**What the exercise asks**
Copy every line of the data below exactly as given, except for the pictures.

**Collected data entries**

· · ·

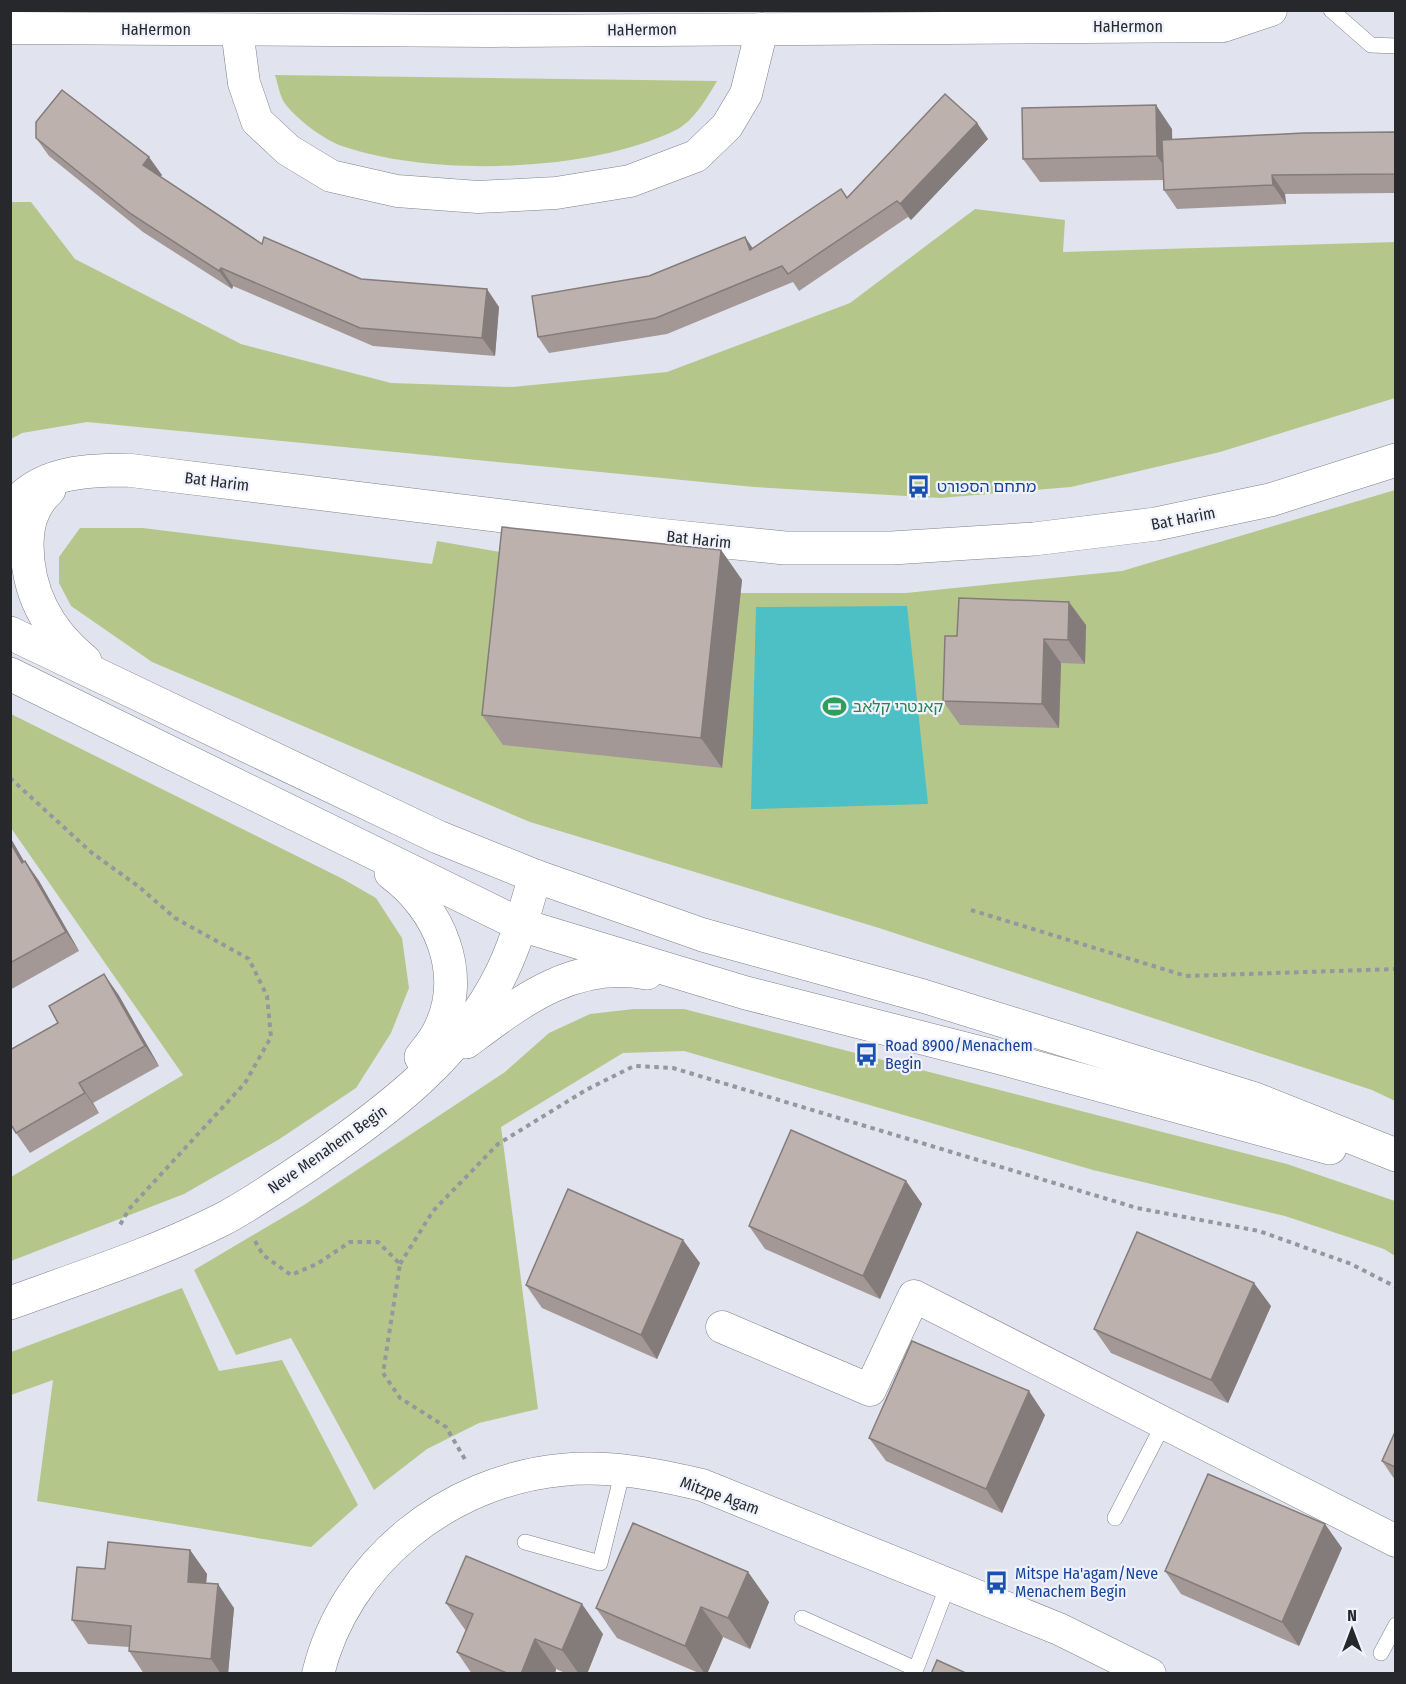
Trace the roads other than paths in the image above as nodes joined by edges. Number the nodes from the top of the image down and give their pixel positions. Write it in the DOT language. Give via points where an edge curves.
graph roads {
  1 [pos="1271,10"];
  2 [pos="1331,10"];
  3 [pos="711,19"];
  4 [pos="797,19"];
  5 [pos="311,20"];
  6 [pos="223,23"];
  7 [pos="10,28"];
  8 [pos="762,29"];
  9 [pos="1395,46"];
  10 [pos="1395,460"];
  11 [pos="66,475"];
  12 [pos="13,505"];
  13 [pos="10,633"];
  14 [pos="10,674"];
  15 [pos="107,680"];
  16 [pos="351,843"];
  17 [pos="535,876"];
  18 [pos="521,925"];
  19 [pos="746,993"];
  20 [pos="431,1069"];
  21 [pos="380,1113"];
  22 [pos="1395,1155"];
  23 [pos="1395,1170"];
  24 [pos="10,1303"];
  25 [pos="722,1327"];
  26 [pos="1164,1423"];
  27 [pos="623,1470"];
  28 [pos="1115,1518"];
  29 [pos="1395,1540"];
  30 [pos="525,1542"];
  31 [pos="948,1585"];
  32 [pos="802,1618"];
  33 [pos="1395,1624"];
  34 [pos="1381,1653"];
  35 [pos="318,1674"];
  36 [pos="1150,1674"];
  1 -- 4 [label="street, HaHermon" via="1223,26"];
  2 -- 9 [label="lane" via="1371,45"];
  3 -- 5 [label="street, HaHermon"];
  3 -- 8 [label="street, HaHermon"];
  4 -- 8 [label="street, HaHermon"];
  5 -- 6 [label="street, HaHermon"];
  6 -- 7 [label="street, HaHermon"];
  6 -- 8 [label="street" via="257,121 288,150 331,176 397,191 478,198 556,193 630,181 696,156 727,126 746,94"];
  10 -- 11 [label="main road, Bat Harim" via="1270,500 1156,524 1034,539 892,548 785,548 127,470 83,470"];
  11 -- 12 [label="main road, Bat Harim" via="46,481"];
  11 -- 15 [label="main road" via="39,499 27,526 27,565 33,593 49,623 66,646"];
  13 -- 15 [label="main road"];
  14 -- 16 [label="main road"];
  15 -- 17 [label="main road" via="438,837"];
  16 -- 18 [label="main road"];
  16 -- 21 [label="main road" via="406,883 430,912 444,940 451,971 450,1000 439,1031"];
  17 -- 18 [label="main road, Neve Menahem Begin"];
  17 -- 22 [label="main road" via="703,935 923,996 1255,1099"];
  18 -- 19 [label="main road"];
  18 -- 20 [label="main road, Neve Menahem Begin" via="502,972 469,1026"];
  19 -- 20 [label="main road" via="636,971 592,973 559,982 522,1000"];
  19 -- 23 [label="main road" via="1293,1138"];
  20 -- 21 [label="main road, Neve Menahem Begin"];
  21 -- 24 [label="main road, Neve Menahem Begin" via="238,1210 147,1254"];
  25 -- 26 [label="street" via="870,1390 914,1296"];
  26 -- 28 [label="lane"];
  26 -- 29 [label="street"];
  27 -- 30 [label="lane" via="600,1563"];
  27 -- 31 [label="street, Mitzpe Agam" via="702,1485"];
  27 -- 35 [label="street, Mitzpe Agam" via="561,1470 511,1479 423,1519 355,1588 333,1626"];
  31 -- 32 [label="lane" via="916,1669"];
  31 -- 36 [label="street, Mitzpe Agam" via="1059,1629"];
  33 -- 34 [label="lane"];
}
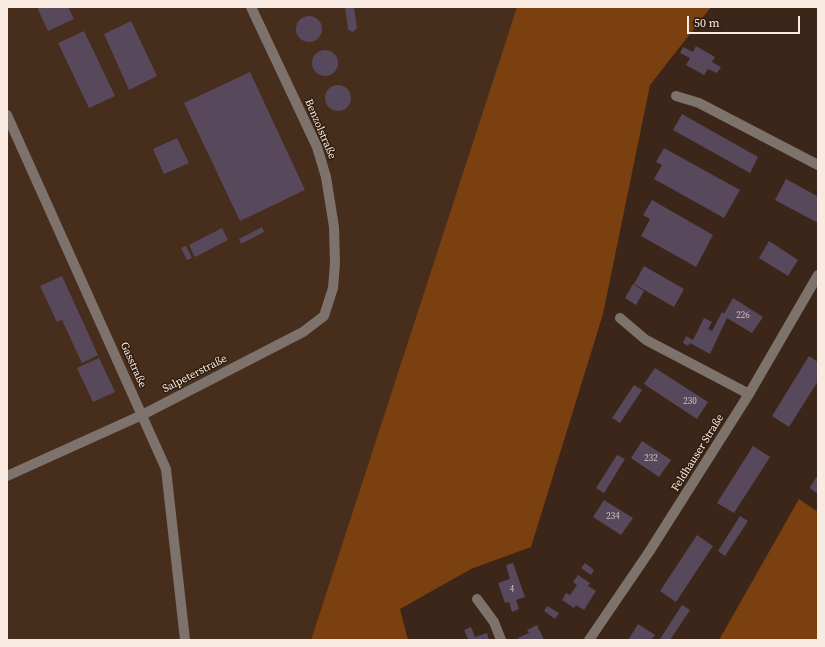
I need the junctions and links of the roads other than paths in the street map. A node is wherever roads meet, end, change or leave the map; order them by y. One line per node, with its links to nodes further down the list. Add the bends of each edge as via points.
1 (251, 7): 6 (street, Benzolstraße, via 317,147 326,177 334,227 335,263 333,288)
2 (676, 96): 4 (street, via 698,103)
3 (7, 115): 9 (street, Gasstraße)
4 (818, 165)
5 (818, 274): 8 (street, Feldhauser Straße)
6 (324, 316): 9 (street, Salpeterstraße, via 303,332)
7 (620, 318): 8 (street, via 646,340)
8 (749, 394): 14 (street, Feldhauser Straße, via 649,552)
9 (142, 414): 10 (street, Salpeterstraße); 12 (street, Gasstraße, via 166,469)
10 (7, 476)
11 (477, 599): 13 (street, via 494,622)
12 (185, 640)
13 (501, 640)
14 (589, 640)

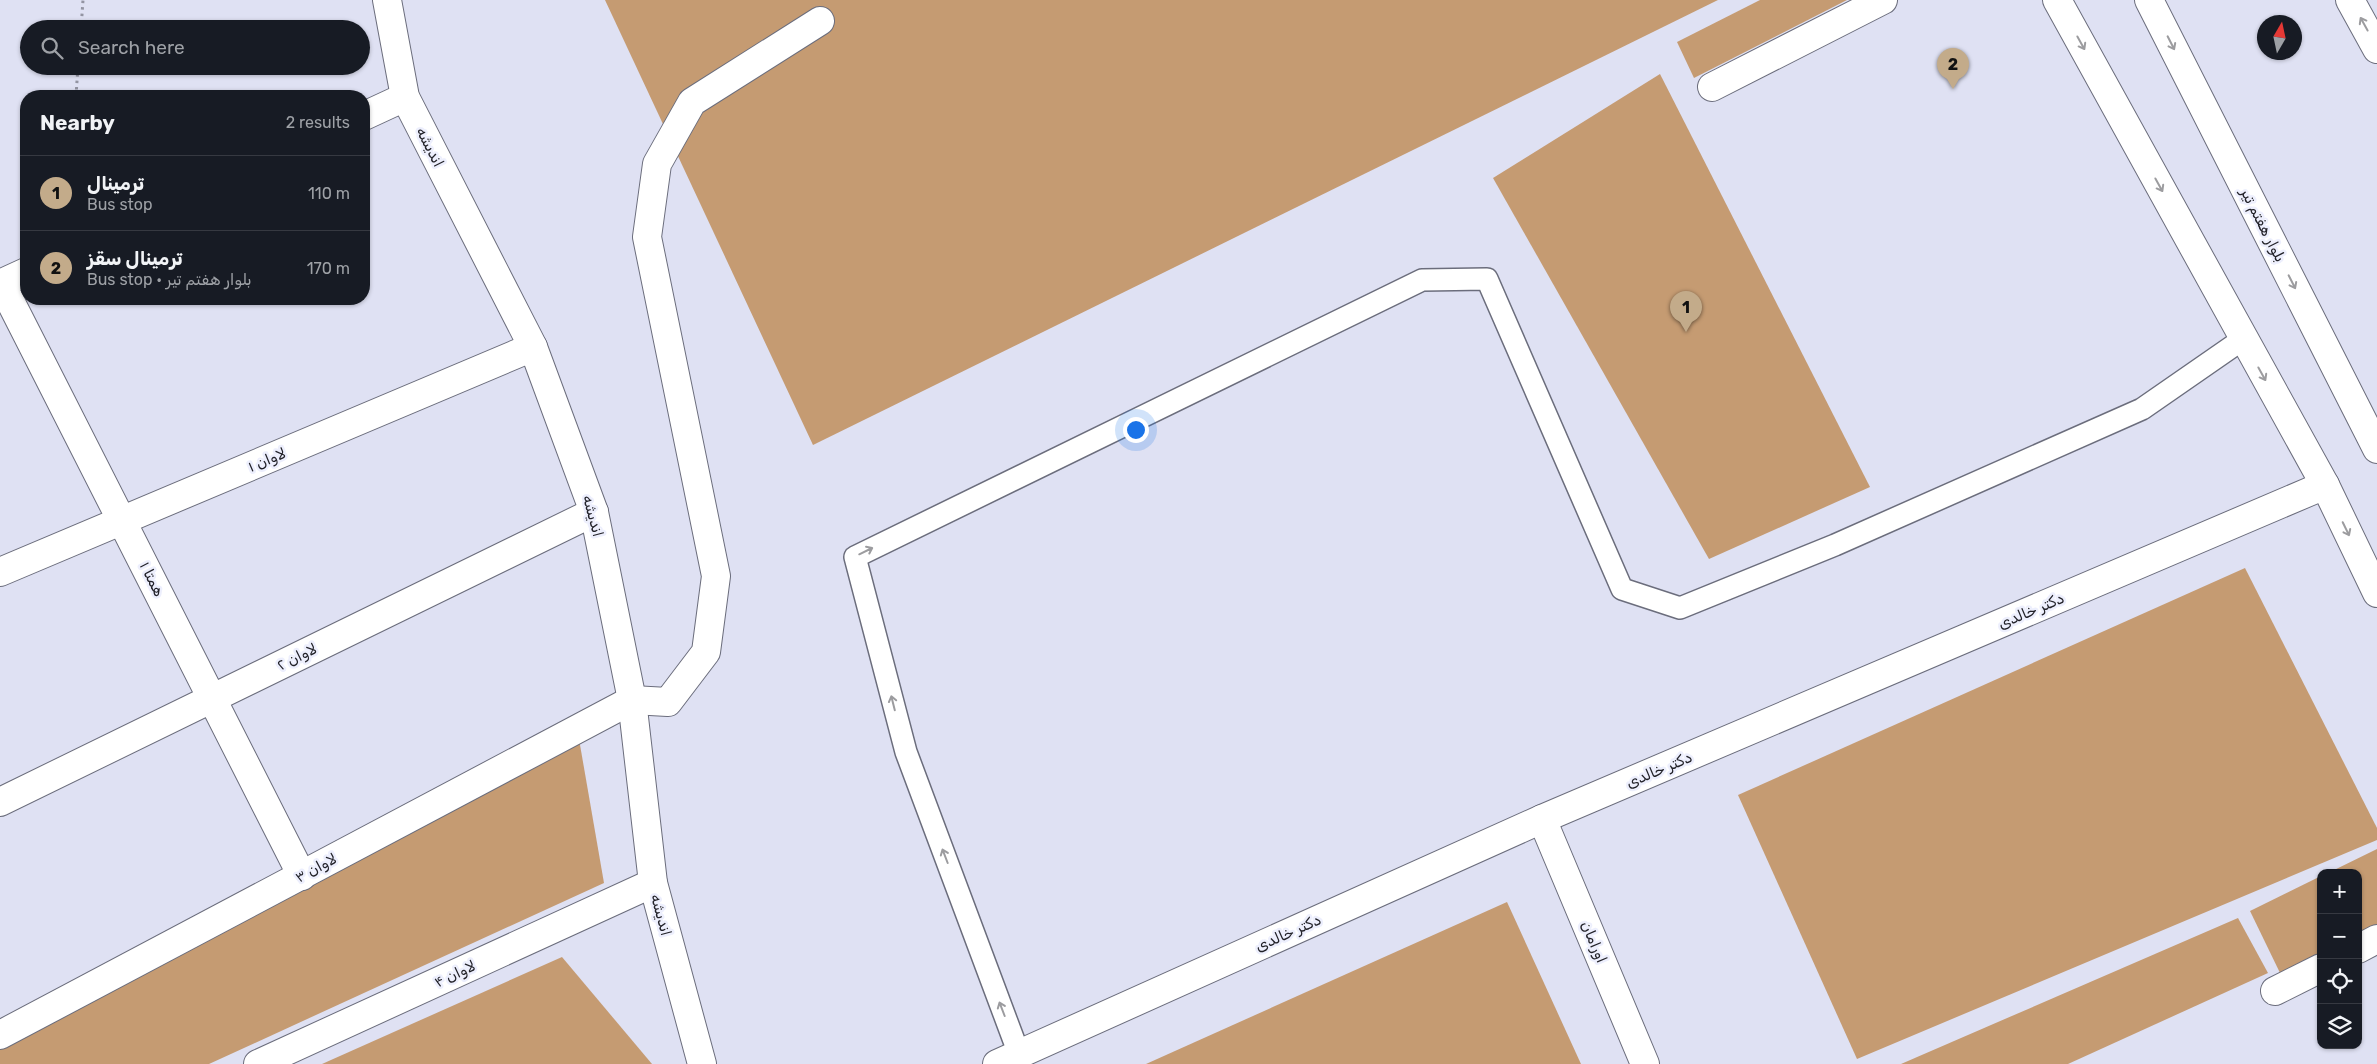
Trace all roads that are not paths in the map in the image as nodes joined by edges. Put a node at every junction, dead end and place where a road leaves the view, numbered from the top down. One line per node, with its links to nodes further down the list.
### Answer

· · ·

**Task result**
Trace the roads other than paths in the image above as nodes joined by edges. Number the nodes from the top of the image down and give their pixel positions. Write it in the DOT language. Give via points where an edge curves.
graph roads {
  1 [pos="1271,10"];
  2 [pos="1331,10"];
  3 [pos="711,19"];
  4 [pos="797,19"];
  5 [pos="311,20"];
  6 [pos="223,23"];
  7 [pos="10,28"];
  8 [pos="762,29"];
  9 [pos="1395,46"];
  10 [pos="1395,460"];
  11 [pos="66,475"];
  12 [pos="13,505"];
  13 [pos="10,633"];
  14 [pos="10,674"];
  15 [pos="107,680"];
  16 [pos="351,843"];
  17 [pos="535,876"];
  18 [pos="521,925"];
  19 [pos="746,993"];
  20 [pos="431,1069"];
  21 [pos="380,1113"];
  22 [pos="1395,1155"];
  23 [pos="1395,1170"];
  24 [pos="10,1303"];
  25 [pos="722,1327"];
  26 [pos="1164,1423"];
  27 [pos="623,1470"];
  28 [pos="1115,1518"];
  29 [pos="1395,1540"];
  30 [pos="525,1542"];
  31 [pos="948,1585"];
  32 [pos="802,1618"];
  33 [pos="1395,1624"];
  34 [pos="1381,1653"];
  35 [pos="318,1674"];
  36 [pos="1150,1674"];
  1 -- 4 [label="street, HaHermon" via="1223,26"];
  2 -- 9 [label="lane" via="1371,45"];
  3 -- 5 [label="street, HaHermon"];
  3 -- 8 [label="street, HaHermon"];
  4 -- 8 [label="street, HaHermon"];
  5 -- 6 [label="street, HaHermon"];
  6 -- 7 [label="street, HaHermon"];
  6 -- 8 [label="street" via="257,121 288,150 331,176 397,191 478,198 556,193 630,181 696,156 727,126 746,94"];
  10 -- 11 [label="main road, Bat Harim" via="1270,500 1156,524 1034,539 892,548 785,548 127,470 83,470"];
  11 -- 12 [label="main road, Bat Harim" via="46,481"];
  11 -- 15 [label="main road" via="39,499 27,526 27,565 33,593 49,623 66,646"];
  13 -- 15 [label="main road"];
  14 -- 16 [label="main road"];
  15 -- 17 [label="main road" via="438,837"];
  16 -- 18 [label="main road"];
  16 -- 21 [label="main road" via="406,883 430,912 444,940 451,971 450,1000 439,1031"];
  17 -- 18 [label="main road, Neve Menahem Begin"];
  17 -- 22 [label="main road" via="703,935 923,996 1255,1099"];
  18 -- 19 [label="main road"];
  18 -- 20 [label="main road, Neve Menahem Begin" via="502,972 469,1026"];
  19 -- 20 [label="main road" via="636,971 592,973 559,982 522,1000"];
  19 -- 23 [label="main road" via="1293,1138"];
  20 -- 21 [label="main road, Neve Menahem Begin"];
  21 -- 24 [label="main road, Neve Menahem Begin" via="238,1210 147,1254"];
  25 -- 26 [label="street" via="870,1390 914,1296"];
  26 -- 28 [label="lane"];
  26 -- 29 [label="street"];
  27 -- 30 [label="lane" via="600,1563"];
  27 -- 31 [label="street, Mitzpe Agam" via="702,1485"];
  27 -- 35 [label="street, Mitzpe Agam" via="561,1470 511,1479 423,1519 355,1588 333,1626"];
  31 -- 32 [label="lane" via="916,1669"];
  31 -- 36 [label="street, Mitzpe Agam" via="1059,1629"];
  33 -- 34 [label="lane"];
}
I need the junctions and links of the roads other than paths in the street map. A node is wherever roads meet, end, change or leave the map; order them by y. One line per node, with its links to nodes further down the list. Add the bends of each edge as via points.
1 (251, 7): 6 (street, Benzolstraße, via 317,147 326,177 334,227 335,263 333,288)
2 (676, 96): 4 (street, via 698,103)
3 (7, 115): 9 (street, Gasstraße)
4 (818, 165)
5 (818, 274): 8 (street, Feldhauser Straße)
6 (324, 316): 9 (street, Salpeterstraße, via 303,332)
7 (620, 318): 8 (street, via 646,340)
8 (749, 394): 14 (street, Feldhauser Straße, via 649,552)
9 (142, 414): 10 (street, Salpeterstraße); 12 (street, Gasstraße, via 166,469)
10 (7, 476)
11 (477, 599): 13 (street, via 494,622)
12 (185, 640)
13 (501, 640)
14 (589, 640)

Trace all roads that are not paths in the map in the image as nodes joined by edges. Put a node at every junction, dead end and place where a road leaves the view, numbered from the top down. One line per node, with its links to nodes further down the list.
### Answer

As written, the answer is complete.